Stored data entries:
○ ○ ○ ○ ○ ○ ○

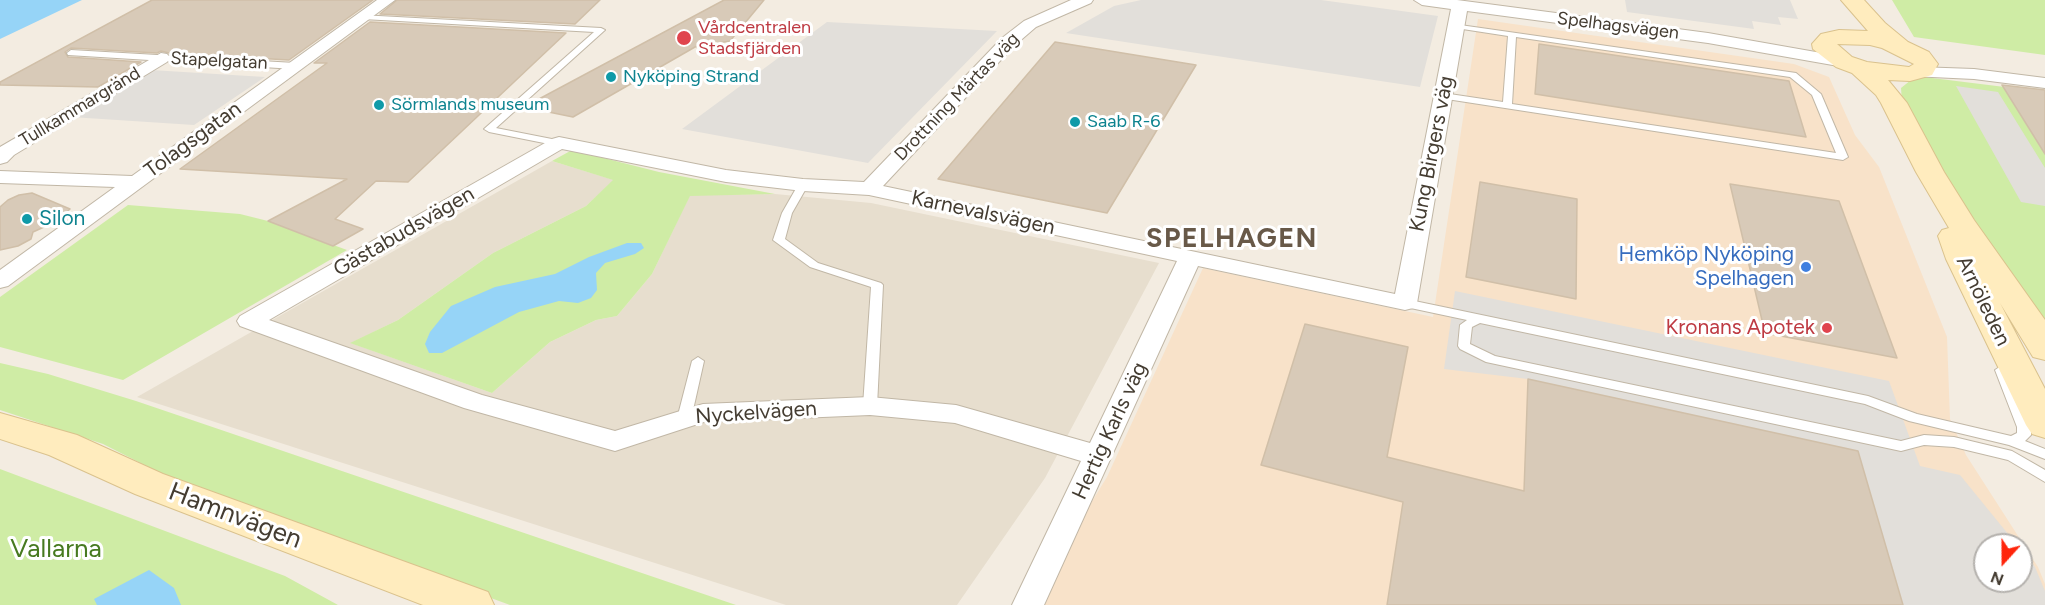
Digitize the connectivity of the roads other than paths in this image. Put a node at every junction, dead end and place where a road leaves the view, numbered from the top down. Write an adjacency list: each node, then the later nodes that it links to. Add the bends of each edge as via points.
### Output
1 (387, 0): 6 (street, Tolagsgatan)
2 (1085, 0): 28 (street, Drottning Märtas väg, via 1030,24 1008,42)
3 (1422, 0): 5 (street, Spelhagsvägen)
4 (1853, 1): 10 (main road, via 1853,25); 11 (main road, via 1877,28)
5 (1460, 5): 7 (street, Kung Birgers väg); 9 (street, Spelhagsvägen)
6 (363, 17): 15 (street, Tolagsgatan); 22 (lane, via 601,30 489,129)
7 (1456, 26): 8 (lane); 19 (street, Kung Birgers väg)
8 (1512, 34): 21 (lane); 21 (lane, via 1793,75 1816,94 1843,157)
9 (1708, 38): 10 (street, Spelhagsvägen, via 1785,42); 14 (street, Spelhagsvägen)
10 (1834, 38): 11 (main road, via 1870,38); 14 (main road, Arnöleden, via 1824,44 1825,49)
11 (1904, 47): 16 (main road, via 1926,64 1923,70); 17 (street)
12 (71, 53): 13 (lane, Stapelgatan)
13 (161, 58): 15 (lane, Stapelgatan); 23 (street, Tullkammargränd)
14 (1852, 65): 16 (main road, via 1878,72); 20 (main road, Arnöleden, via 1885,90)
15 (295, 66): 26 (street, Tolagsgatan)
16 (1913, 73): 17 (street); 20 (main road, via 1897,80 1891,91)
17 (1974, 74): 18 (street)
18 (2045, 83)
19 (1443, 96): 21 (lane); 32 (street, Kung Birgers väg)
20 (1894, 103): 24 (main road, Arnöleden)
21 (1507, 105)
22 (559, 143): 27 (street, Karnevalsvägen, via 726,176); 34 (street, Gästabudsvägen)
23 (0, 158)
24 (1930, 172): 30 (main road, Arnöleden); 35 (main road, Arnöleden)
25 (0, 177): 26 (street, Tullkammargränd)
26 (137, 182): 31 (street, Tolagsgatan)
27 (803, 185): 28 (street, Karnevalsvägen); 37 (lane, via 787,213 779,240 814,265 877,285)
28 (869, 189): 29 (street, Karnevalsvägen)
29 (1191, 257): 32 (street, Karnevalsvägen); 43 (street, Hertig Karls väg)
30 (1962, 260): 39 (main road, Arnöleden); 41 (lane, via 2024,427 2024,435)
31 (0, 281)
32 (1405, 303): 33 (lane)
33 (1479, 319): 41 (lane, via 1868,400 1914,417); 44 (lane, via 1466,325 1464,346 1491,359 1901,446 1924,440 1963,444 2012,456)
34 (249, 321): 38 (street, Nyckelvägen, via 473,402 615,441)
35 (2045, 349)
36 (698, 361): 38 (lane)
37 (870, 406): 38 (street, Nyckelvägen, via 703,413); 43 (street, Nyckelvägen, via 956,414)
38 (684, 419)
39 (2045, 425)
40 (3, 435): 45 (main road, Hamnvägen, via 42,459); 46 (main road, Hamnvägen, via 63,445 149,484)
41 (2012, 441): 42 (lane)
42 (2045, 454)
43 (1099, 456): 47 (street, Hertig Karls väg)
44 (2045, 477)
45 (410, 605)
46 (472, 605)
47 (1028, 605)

○ ○ ○ ○ ○ ○ ○

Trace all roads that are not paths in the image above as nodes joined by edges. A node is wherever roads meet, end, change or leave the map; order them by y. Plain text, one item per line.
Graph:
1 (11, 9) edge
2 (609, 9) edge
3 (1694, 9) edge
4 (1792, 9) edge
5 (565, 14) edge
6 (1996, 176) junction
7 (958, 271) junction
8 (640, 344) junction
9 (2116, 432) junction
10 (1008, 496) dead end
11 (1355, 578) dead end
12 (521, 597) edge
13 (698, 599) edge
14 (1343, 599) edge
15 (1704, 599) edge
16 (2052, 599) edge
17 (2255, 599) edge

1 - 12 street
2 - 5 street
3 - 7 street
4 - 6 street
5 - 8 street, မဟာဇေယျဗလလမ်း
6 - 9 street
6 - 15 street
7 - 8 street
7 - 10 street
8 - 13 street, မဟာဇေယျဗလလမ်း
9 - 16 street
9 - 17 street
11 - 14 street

○ ○ ○ ○ ○ ○ ○

PROBLEM REQUIREMENTS:
Looking at the records above, please work out how many lines contain "node" and state only that number.

SOLVED EXERCISE:
2